CertiK clearly stated in the research that these issues are not unique product bugs of OpenClaw but rather a common cognitive误区 across the AI agent industry: the industry普遍 regards "review scanning" as the core security防线, while neglecting the true security根基, which is runtime mandatory isolation and fine-grained permission control. This is similar to how the security core of Apple's iOS ecosystem has never been the strict review of the App Store, but rather the system's enforced sandbox mechanism and fine-grained permission management, ensuring each APP runs in its dedicated "isolation pod" without随意获取系统权限. OpenClaw's existing sandbox mechanism is optional而非强制的 and highly reliant on manual user configuration. Most users, to ensure Skill functionality, choose to disable the sandbox, ultimately leaving the agent in a "naked" state. Once a Skill with vulnerabilities or malicious code is installed, it can directly lead to catastrophic consequences.

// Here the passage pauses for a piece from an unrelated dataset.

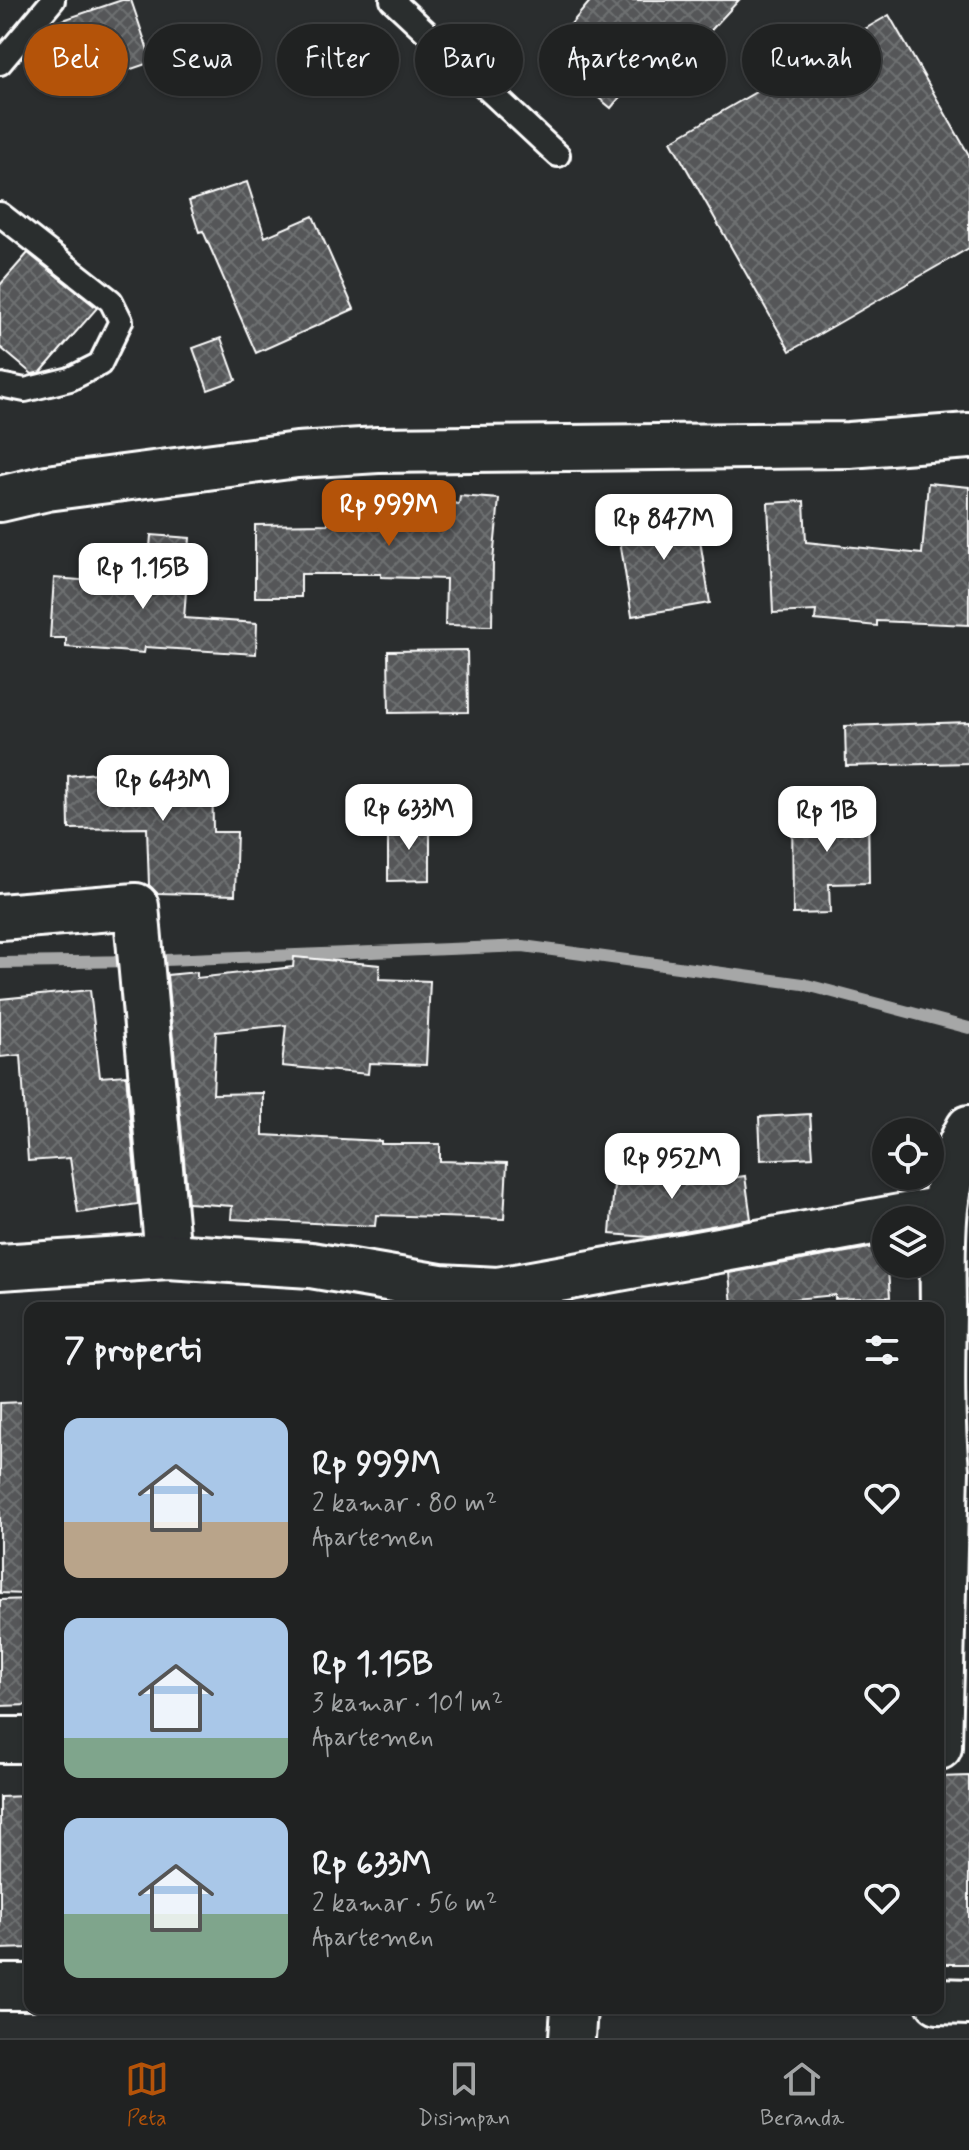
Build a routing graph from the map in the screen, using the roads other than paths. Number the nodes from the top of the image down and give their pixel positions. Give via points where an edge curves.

Regarding the issues discovered, CertiK also provided security guidance:

● For developers of AI agents like OpenClaw, sandbox isolation must be set as the default mandatory configuration for third-party Skills, with a fine-grained permission control model. Third-party code must never默认继承 the host machine's high privileges.

● For ordinary users, Skills labeled "safe" in the marketplace merely indicate that no risks were detected; it does not equate to absolute safety. Before官方 makes底层强隔离机制 the default configuration, it is recommended to deploy OpenClaw on non-critical idle devices or virtual machines. Never let it near sensitive files, password credentials, or high-value加密资产.

The AI agent赛道 is currently on the eve of explosion. The speed of ecosystem expansion must not outpace the pace of security construction. Review scanning can only block初级恶意攻击 but can never become the security boundary for high-privilege agents. Only by shifting from "pursuing perfect detection" to "assuming risk exists and focusing on damage containment," and by establishing隔离边界强制 at the runtime底层, can the security底线 of AI agents truly be safeguarded, allowing this technological transformation to proceed steadily and go the distance.